My idea of art is closely connected with that of magic. I like to think of the artist as a sort of magician, an illusionist. In the realm of magic, anything is possible, as well as in the realm of imagination. My works revolve around some thematic constants that often have to do with the binomial reality-fiction, possible-impossible, presence and absence. At first glance everything appears as something that turns out to be anything but. At the center of my attention is the landscape, the cosmos, the absence of gravity, the house, dust and water. In each of these scenarios the human figure is always only evoked, never explicitly evident, if it manifests itself it tends to do so in the form of a memory, an echo, a trace, a pure mystery. There is never anyone. Everything takes place within a utopian dimension, wrapped in the suspended and ambiguous atmosphere of the vision. The observer therefore comes across solitary, metaphysical and timeless contexts. In addition to illusion, I am interested in the idea of distance, to be understood in the various forms in which it can manifest itself (physical, emotional, temporal, spatial). Everything, to be seen, needs to be placed at a greater or lesser distance from our eyes. The principle of vision is also and above all based on this. Consequently, the act of seeing is another central element of my research.
Each work is born and inevitably ends up occupying a space, be it physical or digital. Despite this, I usually focus first of all on the need to create another intimate and inner horizon for myself. I am interested in the operation of constructing, decomposing and recomposing private, inaccessible and distant spaces, belonging to a purely idealistic dimension, designed through the metaphorical process of the “as if”. A cross between “landscapes” and “mindscapes”, or between terrestrial geographies and mental geographies, between what is and what it could become. The reality that surrounds me does not correspond to me, so I tend to cling (more or less instinctively) to the search for an elsewhere, in order to make distant universes more credible. I always make digital installation views of my projects whether they have already been exhibited or not. Anyone who works with images is well aware that the appearance of the latter differs greatly between computer vision and printed vision. Rendering and the immaterial dimension of virtuality certainly cannot replace reality, however they are extremely useful for having an excellent exhibition preview. Specifically, I always try to adapt the technique to the concept, not vice versa. The sense of precision, cleanliness and lightness that is often pointed out to me is nothing more than a reflection of my character.
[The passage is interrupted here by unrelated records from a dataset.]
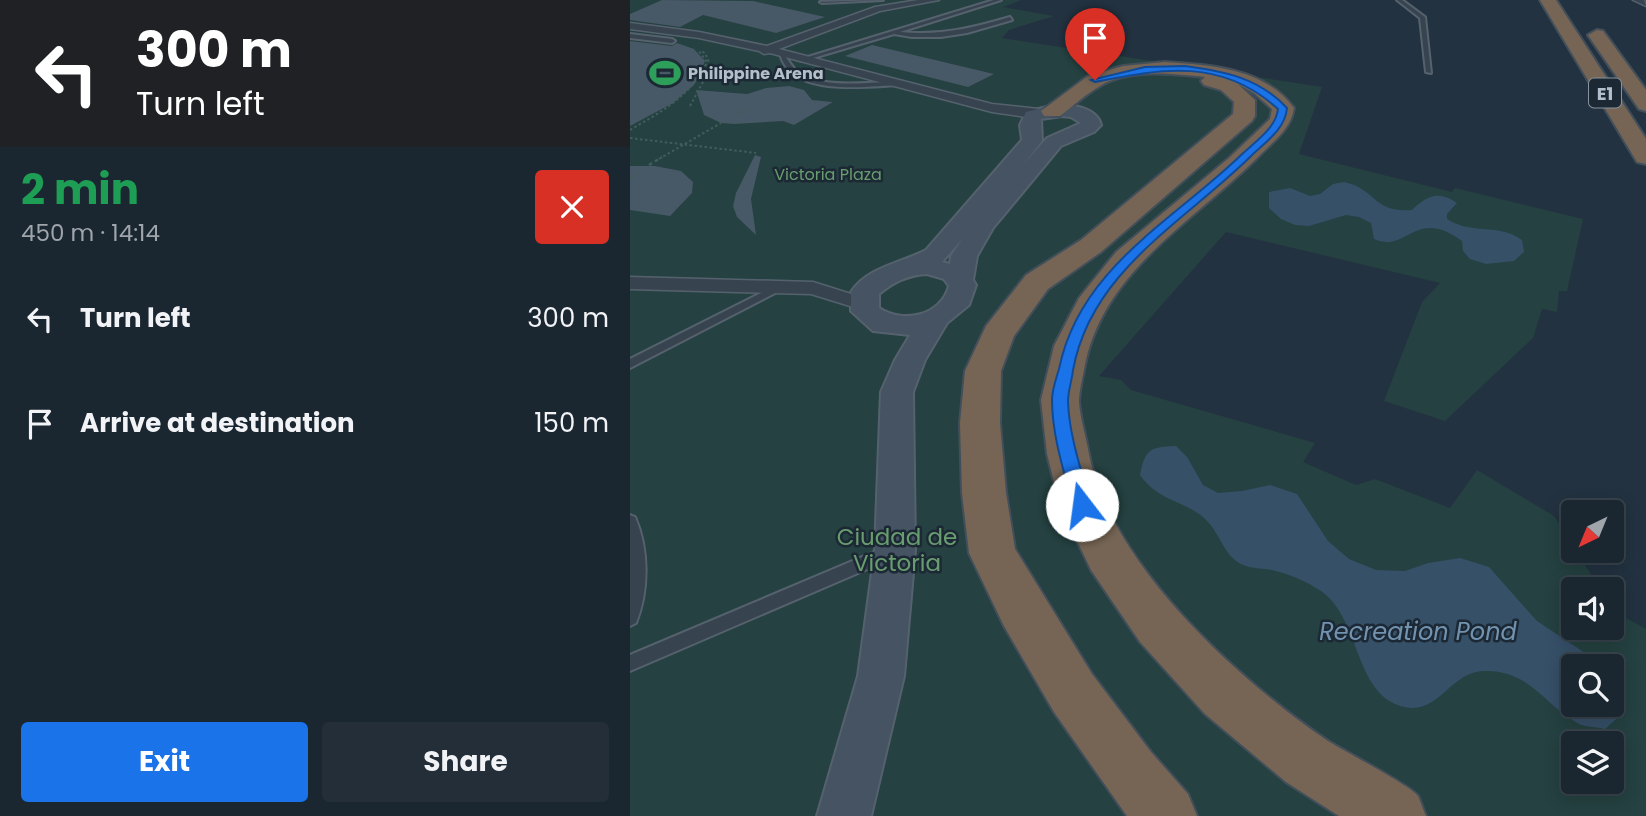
<!DOCTYPE html>
<meta charset="utf-8">
<style>
body{margin:0;font-family:Poppins,sans-serif;background:#232e38;color:#f1f3f6;height:100vh;display:flex;flex-direction:column;font-size:26px;white-space:nowrap}
*{box-sizing:border-box;margin:0}
p{font-size:23px;color:#9fa5ab}
.icon{flex:none;width:38px;height:38px;fill:none;stroke:currentColor;stroke-width:2;stroke-linecap:round;stroke-linejoin:round}
.map{position:relative;flex:1;overflow:hidden}
.side{display:flex;flex-direction:column;background:#1a2630;width:630px}
.side>*{flex:none}
.top-card{background:#202124;color:#fff;overflow:hidden}
.needle{width:46px;rotate:223deg}
.fabs{position:absolute;left:931px;top:500px;display:grid;gap:14px}
.fabs a{display:grid;place-items:center;width:63px;height:63px;border-radius:7px;background:#1a2630;box-shadow:0 4px 18px #0003,0 0 0 2px #38434c;font-size:35px}
.pin{position:absolute;display:grid;place-items:center;width:60px;height:60px;color:#fff;margin:-72px -30px;border-radius:50% 50% 50% 0;rotate:-45deg;box-shadow:0 0 7px #0007}
.pin .icon{rotate:45deg}
.me{position:absolute;width:77px;margin:-38px;rotate:345deg;stroke-linejoin:round;filter:drop-shadow(0 0 5px #0008)}
.turn{display:flex;align-items:center;gap:24px;height:147px;padding:0 21px;font-size:32px}
.turn .icon{width:91px;height:91px;stroke-width:2.5}
.turn b{display:block;font-size:49px;line-height:60px}
.round{display:grid;place-items:center;flex:none;width:74px;height:74px;border-radius:7px;background:#232e38}
.overview{display:flex;align-items:center;justify-content:space-between;height:119px;padding:0 21px}
h1{font-size:42px;font-weight:700;line-height:52px;color:#1e9e55}
.action{display:flex;gap:14px;margin-top:auto;padding:14px 21px}
.action a{flex:1;height:80px;border-radius:7px;background:#1a73e8;color:#fff;font-size:28px;font-weight:700;line-height:80px;text-align:center}
.action a+a{background:#232e38;color:#f1f3f6}
ul{padding:0;list-style:none}
li{display:flex;align-items:center;gap:21px;height:105px;padding:0 21px}
li div{flex:1}
li b{display:block;font-size:26px}
li em{font-style:normal}
main{display:flex;flex:1;min-height:0}
.map>svg:first-child{display:block}
.green{fill:#254141;fill-rule:evenodd}
.water{fill:#365068}
.building{fill:#475866}
.lines{fill:none;stroke-linecap:round;stroke-linejoin:round}
.lane-casing{stroke:#55626e;stroke-width:4}
.street-casing{stroke:#55626e;stroke-width:3}
.secondary-casing{stroke:#55626e;stroke-width:4}
.highway-casing{stroke:#424f5b;stroke-width:4}
.path-far1{stroke:#435d5d;stroke-width:2;stroke-dasharray:2.5 2.5;stroke-linecap:butt}
.path{stroke:#435d5d;stroke-width:2.5;stroke-dasharray:3.5 3.5;stroke-linecap:butt}
.lane{fill:#374450;fill-rule:evenodd}
.street{fill:#374450;fill-rule:evenodd}
.secondary{fill:#455363;fill-rule:evenodd}
.highway{fill:#766554;fill-rule:evenodd}
.route{fill:#1a73e8;stroke:#114b97;stroke-width:2}
.labels{text-anchor:middle;dominant-baseline:central;stroke-width:5;stroke-linejoin:round;paint-order:stroke}
.far-poi-label{font-size:16px;font-weight:bold;fill:#b4bfcb;stroke:#1c2935;text-anchor:start}
.far-park-label{font-size:16px;fill:#699d70;stroke:#1c2935}
.shield{fill:#1c2935;stroke:#86929e;stroke-width:2}
.shield-label{font-size:18px;font-weight:bold;fill:#b4bfcb}
.near-park-label{font-size:23px;fill:#699d70;stroke:#1c2935}
.near-water-label{font-size:24px;font-style:italic;fill:#7293af;stroke:#1c2935}
</style>
<main>
<section class="side">
<div class="top-card">
<div class="turn"><svg class="icon" aria-label="left" viewBox="0 0 24 24"><path d="M17 20v-9H6M10 6l-5 5 5 5"/></svg><div><b>300 m</b>Turn left</div></div>
</div>
<div class="overview"><div><h1>2 min</h1><p>450 m · 14:14</p></div><a class="round" style="background:#d93025;color:#fff"><svg class="icon" aria-label="close" viewBox="0 0 24 24"><path d="M6 6l12 12M18 6L6 18"/></svg></a></div>
<ul>
<li><svg class="icon" aria-label="left" viewBox="0 0 24 24"><path d="M17 20v-9H6M10 6l-5 5 5 5"/></svg><div><b>Turn left</b></div><em>300 m</em></li>
<li><svg class="icon" aria-label="arrive" viewBox="0 0 24 24"><path d="M6 21V4h12l-3 4 3 4H6"/></svg><div><b>Arrive at destination</b></div><em>150 m</em></li>
</ul>
<div class="action"><a>Exit</a><a>Share</a></div>
</section>
<div class="map">
<svg width="1016" height="816" viewBox="0 0 1016 816">
<rect width="100%" height="100%" fill="#233240"/>
<path class="green" d="M 0,0 L 391,0 L 373,7 L 424,16 L 379,30 L 372,38 L 692,87 L 669,154 L 822,192 L 825,188 L 953,219 L 937,291 L 929,291 L 927,312 L 912,309 L 903,338 L 815,421 L 754,401 L 792,302 L 810,283 L 596,232 L 469,376 L 491,380 L 501,390 L 685,443 L 673,462 L 726,485 L 745,479 L 820,508 L 847,470 L 924,516 L 943,546 L 943,551 L 946,551 L 971,590 L 943,590 L 943,628 L 982,628 L 982,607 L 985,612 L 1016,629 L 1016,816 L 0,816 ZM 943,667 L 982,667 L 982,705 L 943,705 ZM 943,744 L 982,744 L 982,782 L 943,782 Z"/>
<g class="water">
<path d="M 714,182 C 747,189 742,213 782,210 C 797,196 808,190 827,203 L 817,214 L 817,219 C 841,235 869,223 892,240 L 894,252 L 884,261 L 856,264 L 840,259 L 833,251 L 832,241 C 785,206 777,254 744,239 L 741,223 L 729,217 L 716,215 L 679,226 L 665,225 L 651,219 L 639,208 L 639,192 L 660,188 L 680,196 L 690,194 L 703,184 Z"/>
<path d="M 546,446 L 557,457 L 573,485 L 588,493 L 612,491 L 640,485 L 667,494 L 698,541 L 719,559 L 746,570 L 775,571 L 798,563 L 830,558 L 859,567 L 907,621 L 976,667 L 943,667 L 943,705 L 982,705 L 982,674 L 992,688 L 992,714 L 975,729 C 967,727 956,727 949,724 C 913,705 901,670 854,671 C 817,672 808,722 765,704 C 724,685 729,618 691,591 C 676,581 659,574 642,570 C 634,568 624,569 616,566 C 595,559 592,538 579,523 C 559,500 530,504 510,475 C 515,449 520,447 546,446 Z"/>
</g>
<g class="building">
<polygon points="32,0 123,1 195,17 146,33 73,15 50,27 0,20 0,14"/>
<polygon points="0,41 42,46 47,43 64,49 75,61 64,85 43,103 0,126"/>
<polygon points="242,45 364,74 338,87 215,56"/>
<polygon points="159,86 174,90 182,100 203,102 164,125 153,121 104,124 91,123 74,115 66,90 117,94 136,88"/>
<polygon points="125,155 131,157 121,199 126,235 107,217 103,206 106,193"/>
<polygon points="0,166 25,166 51,171 63,182 62,193 40,216 0,210"/>
</g>
<g class="lines">
<defs>
<g id="lane">
<polygon points="253,0 192,3 190,2"/>
<path d="M 364,0 L 371,0 L 270,32 C 309,36 343,28 380,17 L 382,20 L 337,33 L 311,37 L 282,37 L 264,34 L 173,61 L 168,60 Z"/>
<polygon points="767,0 772,0 795,17 801,73 796,72 790,18"/>
<polygon points="0,34 42,39 45,41 42,43 0,38"/>
<path d="M 150,54 L 154,54 C 158,60 162,67 167,71 C 190,90 243,82 271,81 L 274,83 L 271,85 C 236,86 162,98 150,54 Z"/>
<polygon points="149,284 153,285 153,289 0,368 0,359"/>
<path d="M 0,515 L 5,517 C 19,549 19,591 6,623 L 0,626 Z"/>
<polygon points="258,546 263,548 265,553 263,558 0,671 0,655"/>
</g>
<g id="street">
<polygon points="288,0 309,0 250,11 149,49 362,104 418,110 418,116 396,117 362,112 140,53 134,54 129,51 69,38 0,29 0,23 69,32 137,46 245,7"/>
<polygon points="1003,0 1014,0 1016,6"/>
<polygon points="0,277 183,282 240,300 243,304 233,310 181,294 0,289"/>
</g>
<path id="secondary" d="M 425,105 C 440,104 467,107 471,125 L 464,132 L 431,146 L 363,228 L 347,256 L 343,280 L 346,285 L 339,305 L 317,323 L 295,360 L 283,392 L 285,550 L 274,676 L 241,816 L 187,816 L 228,676 L 245,550 L 251,392 L 265,360 L 280,335 L 243,331 L 221,311 L 221,292 C 238,267 271,263 296,250 L 392,140 L 390,125 L 396,112 ZM 432,116 L 441,117 L 451,123 L 417,138 L 392,166 L 412,141 L 411,119 ZM 333,238 L 321,256 L 320,264 L 312,262 ZM 297,274 L 314,279 L 319,286 C 311,316 273,324 249,308 L 249,294 C 263,282 278,275 297,274 Z"/>
<g id="highway">
<polygon points="910,0 926,0 1016,139 1016,164 1007,162 1004,157"/>
<polygon points="967,30 973,31 1016,90 1016,111 1009,109 958,35"/>
<path d="M 535,62 C 579,65 635,68 664,108 C 661,130 642,142 627,158 C 562,223 471,272 454,370 C 452,380 449,392 449,402 C 450,417 455,433 458,449 C 477,561 607,679 698,741 C 714,751 781,786 788,796 C 791,802 793,810 796,816 L 709,816 L 656,782 L 575,714 L 510,642 L 461,570 L 430,505 L 417,454 L 411,400 L 424,346 L 449,298 L 486,252 L 599,158 L 640,119 L 642,109 L 624,93 L 608,84 L 625,100 L 625,116 L 622,121 L 471,252 L 418,289 L 384,336 L 371,371 L 370,423 L 376,493 L 385,549 L 462,674 L 521,752 L 558,794 L 567,816 L 497,816 L 424,712 L 374,626 L 339,553 L 332,493 L 330,423 L 335,371 L 356,326 L 396,275 L 451,240 L 603,114 L 604,102 L 591,90 L 574,85 L 571,81 L 575,77 C 543,74 499,68 470,86 C 456,94 443,106 430,116 L 414,116 L 411,111 L 458,76 L 493,66 Z"/>
</g>
</defs>
<use href="#lane" class="lane-casing"/>
<use href="#street" class="street-casing"/>
<use href="#secondary" class="secondary-casing"/>
<use href="#highway" class="highway-casing"/>
<g class="path-far1">
<polyline points="60,106 81,67 75,53 71,51"/>
<polyline points="102,117 117,109"/>
<path d="M 0,130 C 31,112 61,96 77,62 L 68,50"/>
<polyline points="0,138 126,153"/>
<polyline points="29,159 91,123"/>
</g>
<g class="path">
<polyline points="19,165 32,157"/>
<polyline points="0,179 8,173"/>
</g>
<use href="#lane" class="lane"/>
<use href="#street" class="street"/>
<use href="#secondary" class="secondary"/>
<use href="#highway" class="highway"/>
</g>
<path class="route" d="M 555,66 C 594,71 629,78 657,108 C 655,130 635,142 620,157 C 554,222 461,271 443,370 C 442,380 438,391 438,401 C 439,436 452,472 461,505 L 459,511 L 452,513 L 446,511 L 443,505 C 434,472 422,435 422,400 C 422,390 426,379 429,369 C 449,269 541,222 609,157 C 623,143 646,129 648,109 C 592,58 534,68 465,82 L 461,80 L 515,67 Z"/>
<defs>
<symbol id="stadium-bare" viewBox="-9 -9 18 18"><path d="M0-5a6.5 5 0 1 0 0 10a6.5 5 0 1 0 0-10ZM-3.5-1.8h7v3.6h-7Z" fill="#2e9e5b" stroke="#1c2935" stroke-width="2.5" paint-order="stroke"/></symbol>
</defs>
<g fill-rule="evenodd">
<use href="#stadium-bare" x="13" y="51" width="44" height="44"/>
</g>
<g class="labels">
<g class="far-poi-label">
<text x="58" y="73">Philippine Arena</text>
</g>
<g class="far-park-label">
<text x="198" y="174">Victoria Plaza</text>
</g>
<rect class="shield" x="959" y="78.5" width="32" height="29" rx="5"/>
<g class="shield-label">
<text x="975" y="93">E1</text>
</g>
<g class="near-park-label">
<text x="267" y="537">Ciudad de<tspan x="267" dy="26">Victoria</tspan></text>
</g>
<g class="near-water-label">
<text x="788" y="631">Recreation Pond</text>
</g>
</g>
</svg>
<div class="fabs">
<a><svg class="needle" viewBox="-14 -14 28 28"><path d="M0-13l5 13h-10z" fill="#e53935"/><path d="M0 13l5-13h-10z" fill="#9fa5ab"/></svg></a>
<a><svg class="icon" aria-label="sound" viewBox="0 0 24 24"><path d="M4 9h4l5-4v14l-5-4H4zM17 9q2 3 0 6"/></svg></a>
<a><svg class="icon" aria-label="search" viewBox="0 0 24 24"><circle cx="10" cy="10" r="6"/><path d="M15 15l6 6"/></svg></a>
<a><svg class="icon" aria-label="layers" viewBox="0 0 24 24"><path d="M12 4l9 5-9 5-9-5zM3 14l9 5 9-5"/></svg></a>
</div>
<div class="pin" style="left:465px;top:80px;background:#d93025"><svg class="icon" aria-label="arrive" viewBox="0 0 24 24"><path d="M6 21V4h12l-3 4 3 4H6"/></svg></div>
<svg class="me" style="left:452px;top:505px" viewBox="-20 -20 40 40"><circle r="19" fill="#fff"/><path d="M0-13L10 11 0 6-10 11z" fill="#1a73e8"/></svg>
</div>
</main>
My creative process resembles that of directors, it’s mostly a writing job. I start by focusing on a title and a concept, the title is fundamental for me as it represents the verbal synthesis of the work. I try to choose it as powerful and impactful as that of a book or a film, so that it can hypothetically work in one or the other case as well. The actual writing is the next step, each of my projects has its own critical and/or explanatory text, I can’t do without it. Writing helps me to clarify and make room in my mind, it makes the mechanism of creating images more natural, which is the final act of my creative process. While writing, I visualize from time to time the story I want to tell, its screenplay. For me, writing is a sort of document in which the words and the spaces between them assume, through reading, the possibility of being sonorous, of being rhythm and music, like the notes of a score. If art represents a universal language, the text is for me its added value.
Arouse interest. When something attracts us, we immediately want to pursue it, experience it, treasure it. I am aware of having an intimate and dreamlike vision belonging to a strictly personal imagination. This often generates vertical perspectives that guide the mind’s gaze upwards, towards the sky, or panoramas in which the microcosm and the macrocosm are correlative. My works often generate disorientation and distort the point of view, bringing attention to the always reversible reversal between the observer and the observed. I would like the viewer to remain interposed between a here and an elsewhere, free to choose which way to look. Transgressing the basic function of optical and electronic devices of various kinds such as scanners, computers and cameras becomes a new way to observe the world, always in search of a slight poetic sense.
The way we approach things depends almost exclusively on our character, on the context in which we were born and raised, on the experiences we have or haven’t had yet. Anything can potentially be the starting point for a new idea, what matters is how you relate to it. My creative attitude brings with it the openness to things typical of childhood together with the desire to get involved, before showing off. The roots of my research are found in the stories or situations of my personal experience, but also in old family travel albums as well as in the territories of technology itself. Research for me means making your own, not the new.